Concentration (mol/m³) contour plots for simulation experiments with a highest MI, and b lowest MI

Using Levenberg–Marquardt backpropagation algorithm, the ANN model was developed with five input nodes, five hidden layers and one output layer. The accuracy of the ANN model is explained in terms of correlation coefficient (R) and the mean square error (MSE). As shown in Fig. 6, the MSE and R values converge within 87 iterations training.

Fig. 6

Variation of MSE with epochs for the ANN model

Figure 7 shows the comparison between the values of Mixing Index across the test section, which were obtained from the ANN model and simulation data set. It can be seen that the ANN model prediction for the Mixing Index yields R = 0.97366 for the training data set and R = 0.97468 for testing data set. The Mixing Index from simulation and ANN show good agreement and falls within ± 0.1%.

Fig. 7

Comparison of Mixing Index from simulation and ANN for a training set, and b testing set

7 Validation of Model

The trained ANN Metamodel is then validated against simulation results. A new combination of parameters was designed which was not included in the design sample of general factorial. The Y-shaped micromixer for validation was designed with a channel width of 500 μm, entrance angle of 50°, a planer height of 5 mm and channel spacing of 500 μm.
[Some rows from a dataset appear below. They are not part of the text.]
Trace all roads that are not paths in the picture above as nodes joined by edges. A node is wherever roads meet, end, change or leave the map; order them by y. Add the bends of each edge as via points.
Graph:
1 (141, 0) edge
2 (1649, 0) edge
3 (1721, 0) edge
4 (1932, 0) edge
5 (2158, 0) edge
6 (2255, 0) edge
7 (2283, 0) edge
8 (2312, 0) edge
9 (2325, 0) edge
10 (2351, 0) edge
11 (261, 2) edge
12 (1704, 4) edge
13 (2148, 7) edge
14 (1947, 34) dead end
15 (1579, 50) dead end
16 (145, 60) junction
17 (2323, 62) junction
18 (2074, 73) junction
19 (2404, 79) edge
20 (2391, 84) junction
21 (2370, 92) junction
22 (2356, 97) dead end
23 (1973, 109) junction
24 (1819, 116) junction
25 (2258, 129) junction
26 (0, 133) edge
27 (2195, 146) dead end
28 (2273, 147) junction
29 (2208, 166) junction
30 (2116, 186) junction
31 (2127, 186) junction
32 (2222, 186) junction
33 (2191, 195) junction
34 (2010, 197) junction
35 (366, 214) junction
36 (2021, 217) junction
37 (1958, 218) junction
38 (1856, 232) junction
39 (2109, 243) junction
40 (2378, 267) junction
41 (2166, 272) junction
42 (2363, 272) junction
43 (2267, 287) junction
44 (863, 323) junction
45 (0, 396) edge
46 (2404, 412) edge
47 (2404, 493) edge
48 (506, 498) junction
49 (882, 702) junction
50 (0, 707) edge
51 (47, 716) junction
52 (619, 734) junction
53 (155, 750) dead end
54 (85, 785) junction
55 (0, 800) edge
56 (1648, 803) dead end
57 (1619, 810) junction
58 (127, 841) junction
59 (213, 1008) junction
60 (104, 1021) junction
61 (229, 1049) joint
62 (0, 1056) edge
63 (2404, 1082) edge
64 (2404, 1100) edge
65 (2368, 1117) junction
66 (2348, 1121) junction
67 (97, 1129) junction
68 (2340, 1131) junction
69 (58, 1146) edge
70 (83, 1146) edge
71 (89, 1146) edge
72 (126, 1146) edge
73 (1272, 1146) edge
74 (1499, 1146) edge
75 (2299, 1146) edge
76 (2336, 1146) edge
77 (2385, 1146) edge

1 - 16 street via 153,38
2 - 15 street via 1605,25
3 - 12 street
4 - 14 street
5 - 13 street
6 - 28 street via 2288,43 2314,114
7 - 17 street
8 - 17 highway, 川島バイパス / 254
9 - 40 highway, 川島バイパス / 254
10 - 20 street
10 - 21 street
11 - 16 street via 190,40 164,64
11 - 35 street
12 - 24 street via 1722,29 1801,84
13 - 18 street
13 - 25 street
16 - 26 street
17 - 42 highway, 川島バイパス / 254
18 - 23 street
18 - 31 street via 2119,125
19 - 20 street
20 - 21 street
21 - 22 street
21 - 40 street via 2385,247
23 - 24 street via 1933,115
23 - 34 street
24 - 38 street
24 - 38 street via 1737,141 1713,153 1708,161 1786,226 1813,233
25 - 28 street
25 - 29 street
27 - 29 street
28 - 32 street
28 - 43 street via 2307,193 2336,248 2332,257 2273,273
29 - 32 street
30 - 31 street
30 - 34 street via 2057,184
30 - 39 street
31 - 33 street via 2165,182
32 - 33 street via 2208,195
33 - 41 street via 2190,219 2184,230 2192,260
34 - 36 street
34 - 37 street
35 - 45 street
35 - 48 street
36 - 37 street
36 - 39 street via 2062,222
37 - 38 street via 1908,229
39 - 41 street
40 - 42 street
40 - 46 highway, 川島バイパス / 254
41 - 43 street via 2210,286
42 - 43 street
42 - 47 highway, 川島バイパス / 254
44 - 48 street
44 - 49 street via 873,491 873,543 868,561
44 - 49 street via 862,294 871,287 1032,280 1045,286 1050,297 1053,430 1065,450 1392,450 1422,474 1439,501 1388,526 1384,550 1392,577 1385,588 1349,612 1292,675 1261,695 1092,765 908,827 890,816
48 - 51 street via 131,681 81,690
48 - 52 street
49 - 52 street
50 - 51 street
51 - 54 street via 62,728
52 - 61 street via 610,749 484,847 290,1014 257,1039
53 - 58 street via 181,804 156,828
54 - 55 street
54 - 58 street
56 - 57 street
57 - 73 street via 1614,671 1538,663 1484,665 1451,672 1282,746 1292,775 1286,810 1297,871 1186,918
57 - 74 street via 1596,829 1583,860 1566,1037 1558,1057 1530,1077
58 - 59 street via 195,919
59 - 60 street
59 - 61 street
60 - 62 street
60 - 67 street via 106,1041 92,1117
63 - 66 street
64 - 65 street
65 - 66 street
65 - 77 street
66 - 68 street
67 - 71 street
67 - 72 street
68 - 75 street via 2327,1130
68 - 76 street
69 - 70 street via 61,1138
The inlet velocity is 0.12 m/s and other boundary conditions were kept similar as before. The mesh size from the grid test was selected for simulation. Similarly the trained ANN Metamodel was test with these new parameters. The mixing index from simulation is calculated and is equal to 94.17%. The trained ANN Metamodel gives the value of mixing index as 94.85%. The ANN Metamodel shows good agreement with the simulation with 0.6% difference, which is acceptable.

8 Conclusion

The mixing performance of a Y-shaped micromixer from numerical simulation and artificial neural network model is presented for mixing two fluids, viz. water and ethanol. The general factorial method was used to design experiments with five design parameters at four different levels. The mixing performance in each simulation experiment was evaluated and this data was used to train the ANN model. It is seen from the validation study that the ANN metamodel with Levenberg–Marquardt backpropagation algorithm showed good agreement with the simulation results. Therefore, the proposed ANN metamodel can contribute in evaluating mixing performance of micromixers with various configurations.